# Anyone burn Ironwood?



## USMCWoodMan (Oct 16, 2008)

My God this is awesome wood!  Hard as nails, better bring your sharpening tools if your cutting it and have fun trying to split it by hand!  The tree grows in a spiral and very tight grain but get it seasoned and it burns like coal!


----------



## RAY_PA (Oct 16, 2008)

yessir! I burn some of it, but honestly, I dont cut it unless I have to, (its in the way or gets hit by a falling tree) just becsuae of how hard it cuts/splits. Too much other good wood that doesnt kick your arse, for me to mess with it.


----------



## savageactor7 (Oct 16, 2008)

Huh? I wonder if that's the same ironwood we have around here. 

It's more brushier that tree like, sometimes multiple stalks, doesn't get over 20-25 feet, hard to cut and weighs a ton when cut? Oh and sometimes it has white berries too. I've never burned it inside cause the largest trunk I ever had was maybe 5-6" or so. Does that sound like your ironwood...if it's as good as you say I'll give it a shot.


----------



## MarcM (Oct 16, 2008)

I've never seen it grow very big around here, but yes I've burned it before.  We've always called it ironwood, but I'm curious, I believe it's also called blue hornbeam?
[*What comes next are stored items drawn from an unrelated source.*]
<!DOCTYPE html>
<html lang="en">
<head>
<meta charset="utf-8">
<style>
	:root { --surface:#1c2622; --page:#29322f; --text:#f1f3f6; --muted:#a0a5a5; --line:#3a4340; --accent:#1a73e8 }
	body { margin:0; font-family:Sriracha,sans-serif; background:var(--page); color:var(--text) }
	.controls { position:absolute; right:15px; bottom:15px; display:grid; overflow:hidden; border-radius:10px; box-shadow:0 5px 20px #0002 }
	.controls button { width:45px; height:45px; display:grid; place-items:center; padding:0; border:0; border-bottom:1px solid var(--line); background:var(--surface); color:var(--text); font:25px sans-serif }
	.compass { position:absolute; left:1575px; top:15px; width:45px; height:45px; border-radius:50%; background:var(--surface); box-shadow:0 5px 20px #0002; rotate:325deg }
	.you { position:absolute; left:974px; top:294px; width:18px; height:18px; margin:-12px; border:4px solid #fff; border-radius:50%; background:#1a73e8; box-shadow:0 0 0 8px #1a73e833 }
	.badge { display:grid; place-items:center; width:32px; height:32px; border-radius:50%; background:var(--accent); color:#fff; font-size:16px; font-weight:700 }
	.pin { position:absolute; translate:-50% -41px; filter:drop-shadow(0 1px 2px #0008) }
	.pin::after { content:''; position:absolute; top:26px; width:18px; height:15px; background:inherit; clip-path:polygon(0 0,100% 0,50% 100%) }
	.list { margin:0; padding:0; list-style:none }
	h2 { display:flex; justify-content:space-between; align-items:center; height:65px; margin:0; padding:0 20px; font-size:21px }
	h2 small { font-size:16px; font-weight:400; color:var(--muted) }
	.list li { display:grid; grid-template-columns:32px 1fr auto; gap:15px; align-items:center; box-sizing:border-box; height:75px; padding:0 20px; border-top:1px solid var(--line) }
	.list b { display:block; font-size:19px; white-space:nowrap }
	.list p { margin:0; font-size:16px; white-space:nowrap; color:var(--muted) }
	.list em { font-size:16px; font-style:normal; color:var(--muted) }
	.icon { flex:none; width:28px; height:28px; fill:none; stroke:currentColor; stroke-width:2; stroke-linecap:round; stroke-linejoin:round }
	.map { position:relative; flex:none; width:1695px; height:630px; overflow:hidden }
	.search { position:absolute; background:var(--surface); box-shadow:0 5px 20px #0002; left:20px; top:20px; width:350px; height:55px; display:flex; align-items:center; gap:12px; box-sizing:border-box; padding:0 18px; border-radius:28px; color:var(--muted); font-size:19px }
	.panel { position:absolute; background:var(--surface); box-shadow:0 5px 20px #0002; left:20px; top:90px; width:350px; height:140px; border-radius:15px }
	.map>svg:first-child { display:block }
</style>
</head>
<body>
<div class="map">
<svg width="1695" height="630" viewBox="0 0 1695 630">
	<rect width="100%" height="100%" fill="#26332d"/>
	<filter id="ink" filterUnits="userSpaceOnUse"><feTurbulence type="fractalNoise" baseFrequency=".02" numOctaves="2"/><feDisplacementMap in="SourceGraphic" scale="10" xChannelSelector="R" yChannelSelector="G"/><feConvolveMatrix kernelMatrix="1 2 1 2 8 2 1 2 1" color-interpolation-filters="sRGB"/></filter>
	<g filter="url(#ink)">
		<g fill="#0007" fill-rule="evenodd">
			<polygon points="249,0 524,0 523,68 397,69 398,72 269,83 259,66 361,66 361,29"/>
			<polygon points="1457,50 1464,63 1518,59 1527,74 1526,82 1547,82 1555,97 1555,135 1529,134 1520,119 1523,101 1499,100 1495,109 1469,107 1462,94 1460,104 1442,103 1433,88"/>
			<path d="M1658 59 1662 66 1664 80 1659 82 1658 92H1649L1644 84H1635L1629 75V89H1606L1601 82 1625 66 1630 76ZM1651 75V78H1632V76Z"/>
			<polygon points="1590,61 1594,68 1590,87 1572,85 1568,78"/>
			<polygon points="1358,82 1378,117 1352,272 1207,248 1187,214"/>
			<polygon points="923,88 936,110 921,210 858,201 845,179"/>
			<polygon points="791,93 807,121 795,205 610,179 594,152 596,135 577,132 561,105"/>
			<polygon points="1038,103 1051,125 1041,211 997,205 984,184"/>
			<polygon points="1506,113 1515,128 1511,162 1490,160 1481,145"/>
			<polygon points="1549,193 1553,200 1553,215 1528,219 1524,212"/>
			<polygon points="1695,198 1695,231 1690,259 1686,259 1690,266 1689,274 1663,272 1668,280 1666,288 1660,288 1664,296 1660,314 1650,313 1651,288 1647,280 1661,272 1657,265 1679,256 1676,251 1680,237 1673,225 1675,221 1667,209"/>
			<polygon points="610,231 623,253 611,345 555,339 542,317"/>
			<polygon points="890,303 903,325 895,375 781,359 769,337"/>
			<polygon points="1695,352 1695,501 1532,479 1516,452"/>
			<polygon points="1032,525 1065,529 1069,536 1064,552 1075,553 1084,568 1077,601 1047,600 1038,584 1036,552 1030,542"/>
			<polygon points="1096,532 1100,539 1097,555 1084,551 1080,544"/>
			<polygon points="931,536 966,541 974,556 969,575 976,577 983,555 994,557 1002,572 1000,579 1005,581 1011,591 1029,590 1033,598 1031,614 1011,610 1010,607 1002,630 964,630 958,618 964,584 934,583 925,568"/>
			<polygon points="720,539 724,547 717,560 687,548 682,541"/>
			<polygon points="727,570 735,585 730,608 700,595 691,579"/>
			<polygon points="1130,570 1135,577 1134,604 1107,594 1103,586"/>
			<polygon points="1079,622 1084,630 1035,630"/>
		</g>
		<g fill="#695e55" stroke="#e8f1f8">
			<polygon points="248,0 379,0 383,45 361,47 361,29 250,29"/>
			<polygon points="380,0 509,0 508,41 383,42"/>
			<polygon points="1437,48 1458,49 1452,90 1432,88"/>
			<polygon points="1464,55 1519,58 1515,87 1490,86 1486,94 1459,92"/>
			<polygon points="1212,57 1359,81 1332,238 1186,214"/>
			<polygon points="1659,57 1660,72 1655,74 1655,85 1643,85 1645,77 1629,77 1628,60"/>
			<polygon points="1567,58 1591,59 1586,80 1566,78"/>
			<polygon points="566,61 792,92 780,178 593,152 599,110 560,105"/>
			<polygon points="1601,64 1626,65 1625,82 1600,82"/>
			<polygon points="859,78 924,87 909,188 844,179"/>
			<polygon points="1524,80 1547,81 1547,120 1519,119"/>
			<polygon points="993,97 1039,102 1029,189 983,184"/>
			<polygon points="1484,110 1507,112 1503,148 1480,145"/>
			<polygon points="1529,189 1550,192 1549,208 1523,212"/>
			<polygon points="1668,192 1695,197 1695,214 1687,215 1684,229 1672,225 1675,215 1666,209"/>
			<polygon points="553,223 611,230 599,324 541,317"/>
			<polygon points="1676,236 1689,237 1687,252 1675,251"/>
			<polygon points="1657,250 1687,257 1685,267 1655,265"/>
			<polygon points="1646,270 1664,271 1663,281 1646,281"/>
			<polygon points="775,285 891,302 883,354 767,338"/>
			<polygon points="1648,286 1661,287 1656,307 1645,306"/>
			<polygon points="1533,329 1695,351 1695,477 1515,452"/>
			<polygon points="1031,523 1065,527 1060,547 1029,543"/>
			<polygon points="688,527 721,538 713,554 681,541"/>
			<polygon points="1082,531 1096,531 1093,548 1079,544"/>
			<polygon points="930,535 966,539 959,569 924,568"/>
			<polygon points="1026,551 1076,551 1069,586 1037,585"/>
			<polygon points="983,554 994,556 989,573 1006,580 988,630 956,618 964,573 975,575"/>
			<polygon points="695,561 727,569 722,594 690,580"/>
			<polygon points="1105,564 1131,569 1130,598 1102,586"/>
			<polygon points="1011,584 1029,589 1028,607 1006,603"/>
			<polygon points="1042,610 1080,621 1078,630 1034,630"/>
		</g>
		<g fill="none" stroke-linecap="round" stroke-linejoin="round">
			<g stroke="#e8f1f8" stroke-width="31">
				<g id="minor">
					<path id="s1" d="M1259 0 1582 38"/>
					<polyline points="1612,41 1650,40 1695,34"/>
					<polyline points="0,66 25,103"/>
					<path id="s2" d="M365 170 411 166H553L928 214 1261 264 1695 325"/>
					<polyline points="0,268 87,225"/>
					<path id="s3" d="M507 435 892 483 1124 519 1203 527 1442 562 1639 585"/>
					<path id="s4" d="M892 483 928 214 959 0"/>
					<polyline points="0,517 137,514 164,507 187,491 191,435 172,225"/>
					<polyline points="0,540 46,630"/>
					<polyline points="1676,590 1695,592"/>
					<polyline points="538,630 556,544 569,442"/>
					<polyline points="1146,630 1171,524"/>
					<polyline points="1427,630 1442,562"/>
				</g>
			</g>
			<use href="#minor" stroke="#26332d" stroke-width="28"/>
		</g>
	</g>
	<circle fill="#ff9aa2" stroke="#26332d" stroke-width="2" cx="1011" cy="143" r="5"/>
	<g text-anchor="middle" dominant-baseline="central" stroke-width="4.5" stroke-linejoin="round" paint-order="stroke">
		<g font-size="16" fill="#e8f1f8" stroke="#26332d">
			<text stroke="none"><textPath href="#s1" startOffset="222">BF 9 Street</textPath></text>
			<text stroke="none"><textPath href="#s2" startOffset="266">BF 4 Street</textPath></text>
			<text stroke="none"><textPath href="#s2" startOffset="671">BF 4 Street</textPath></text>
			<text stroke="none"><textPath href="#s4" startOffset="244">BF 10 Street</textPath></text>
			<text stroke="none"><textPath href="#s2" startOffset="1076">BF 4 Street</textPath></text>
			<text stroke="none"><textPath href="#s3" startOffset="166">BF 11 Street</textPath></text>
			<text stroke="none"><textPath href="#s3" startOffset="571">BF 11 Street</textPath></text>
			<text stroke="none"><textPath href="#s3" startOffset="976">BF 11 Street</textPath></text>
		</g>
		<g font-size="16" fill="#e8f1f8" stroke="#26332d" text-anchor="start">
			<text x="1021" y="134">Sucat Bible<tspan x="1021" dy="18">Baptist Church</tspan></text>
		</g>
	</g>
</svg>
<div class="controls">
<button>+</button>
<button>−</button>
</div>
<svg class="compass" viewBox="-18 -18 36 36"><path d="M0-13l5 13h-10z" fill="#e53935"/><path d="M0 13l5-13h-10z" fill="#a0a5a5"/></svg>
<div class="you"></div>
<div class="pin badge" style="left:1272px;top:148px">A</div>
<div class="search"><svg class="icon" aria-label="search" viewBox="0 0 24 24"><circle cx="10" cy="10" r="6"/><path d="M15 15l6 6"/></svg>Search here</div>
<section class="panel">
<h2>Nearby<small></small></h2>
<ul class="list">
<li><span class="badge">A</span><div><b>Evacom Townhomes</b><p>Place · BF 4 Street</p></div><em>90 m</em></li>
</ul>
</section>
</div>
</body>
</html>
At any rated, I've never cut it big enough to split, but even the small pieces burn forever and man... hard as a rock.


----------



## smokinj (Oct 16, 2008)

USMCWoodMan said:
			
		

> My God this is awesome wood!  Hard as nails, better bring your sharpening tools if your cutting it and have fun trying to split it by hand!  The tree grows in a spiral and very tight grain but get it seasoned and it burns like coal!


very hot burning, carbide chain the way to cut it!


----------



## burntime (Oct 16, 2008)

Northern Wisconsin people burn ironwood.  It is some dense stuff!  Makes great firewood.  Kind of like shagbark hickory by me.  You would swear it was concrete


----------



## USMCWoodMan (Oct 16, 2008)

I should say this too, throughout the world there are over 100 species claiming the name "Ironwood" gennerally because of the hardness, weight, and density.  Once I identify the particular species I have here in Northwestern Lower Michigan I'll update.  Another minor interesting bit of trivia:  South Americans call these trees "Quebracho" or Axebreaker!


----------



## Dill (Oct 16, 2008)

I've never cut an iornwood tree that was big enough to bother splitting most I've run into are in the <4in range. 
It seems to burn decent. If in fact it burns like hickory than it would be great.


----------



## USMCWoodMan (Oct 16, 2008)

What I've managed to come up with is this: I have the Eastern Hophornbeam (Ostrya virginiana) not American Hornbeam (Carpinus caroliniana)also called "Musclewood" around here; it's from the Birch family, very shredded bark, grows in a tight spiral or twist creating it's density and strength. Again, it burns phenominally if you care to take the time to cut and split (if required, rarely do I find one that big). Dad used to tell me the story of how when he was young and dumb he tried to cut one up with an axe for Grandma's fireplace not knowing what he was in for, the stubborn SOB actually finished the job though....perhaps that's where my bull-headedness comes from, he always said it came from Mom....


----------



## beagler (Oct 17, 2008)

Got any pics of this stuff?


----------



## USMCWoodMan (Oct 17, 2008)

I'll try to get some this weekend.  Also, here is a link to a BTU by species table.
http://www.chimneysweeponline.com/howood.htm


----------



## flyingcow (Oct 17, 2008)

The ironwood(hornbeam) we have up here makes excellent stakes for sides of trailers, or any kind of poles to stack stuff against. I've used it as trail marker stakes on snowmobile trails. Used only a few in this application, just in the problem areas of sleds breaking off weaker stakes.


----------